Il y a indéniablement de beaux passages sur la confrontation souffrante, pour tout homme d’action, entre la perfection de la conviction et l’irréductible imperfection du réel, sur l’exigence d’humilité, ou sur la « question intranquille du salut », qui habite toutes les vies, « même les plus résolument matérielles ». Mais le dénigrement de toute vérité – appelée péjorativement « certitude » – fait l’éloge en creux du relativisme absolu. Quant à la phrase sur l’Église qui « chaque jour accompagne des familles monoparentales, homosexuelles ou ayant recours à l’avortement en essayant de concilier ses principes et le réel », elle déguise la charité en démission.

Au détour du discours, des références aux auteurs « du milieu » – Lubac, Weil, Mauriac, Ricœur, soigneusement choisis pour plaire à tout le spectre – sont semées, tels les cailloux du Petit Poucet (pour que le catho retrouve ses repères), ou telles les citations dont on s’est fait une liste et que l’on veut à toute force caser dans sa dissertation, pour impressionner par son érudition.

Sitôt qu’une qualité est reconnue à son auditoire, selon la règle immuable du « en même temps », elle est accordée aux autres : « Si les catholiques ont voulu servir et grandir la France, s’ils ont accepté de mourir, c’est aussi parce qu’ils étaient portés par leur foi en Dieu et par leur pratique religieuse », « mais après tout, nous comptons aussi des martyrs et des héros de toute confession […] et y compris des athées, qui ont trouvé, au fond de leur morale, les sources d’un sacrifice complet ». Un point partout, la balle au centre.
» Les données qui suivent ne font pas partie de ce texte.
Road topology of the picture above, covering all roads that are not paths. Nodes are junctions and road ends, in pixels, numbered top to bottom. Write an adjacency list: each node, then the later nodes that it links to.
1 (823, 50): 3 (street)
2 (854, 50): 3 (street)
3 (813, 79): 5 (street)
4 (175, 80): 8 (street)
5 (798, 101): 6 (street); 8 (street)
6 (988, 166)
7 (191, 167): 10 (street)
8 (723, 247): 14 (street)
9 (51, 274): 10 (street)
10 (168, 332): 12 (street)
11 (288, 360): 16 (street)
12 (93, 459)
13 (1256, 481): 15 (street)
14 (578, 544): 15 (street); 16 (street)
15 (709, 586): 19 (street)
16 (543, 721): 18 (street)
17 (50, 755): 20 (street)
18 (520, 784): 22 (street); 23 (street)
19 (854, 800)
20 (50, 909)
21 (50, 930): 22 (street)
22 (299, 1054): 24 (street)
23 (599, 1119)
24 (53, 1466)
De même, pour ne fâcher personne, Emmanuel Macron glisse que même si les racines chrétiennes sont mortes, la sève coule néanmoins. Y a-t-il un botaniste dans la salle ? Cette histoire semble louche….

« Si nous savons juger les choses avec exactitude, nous pourrons accomplir de grandes choses ensemble », a conclu Emmanuel Macron. Quelles choses ? Nul, à l’issue de ce discours, n’est capable de le dire.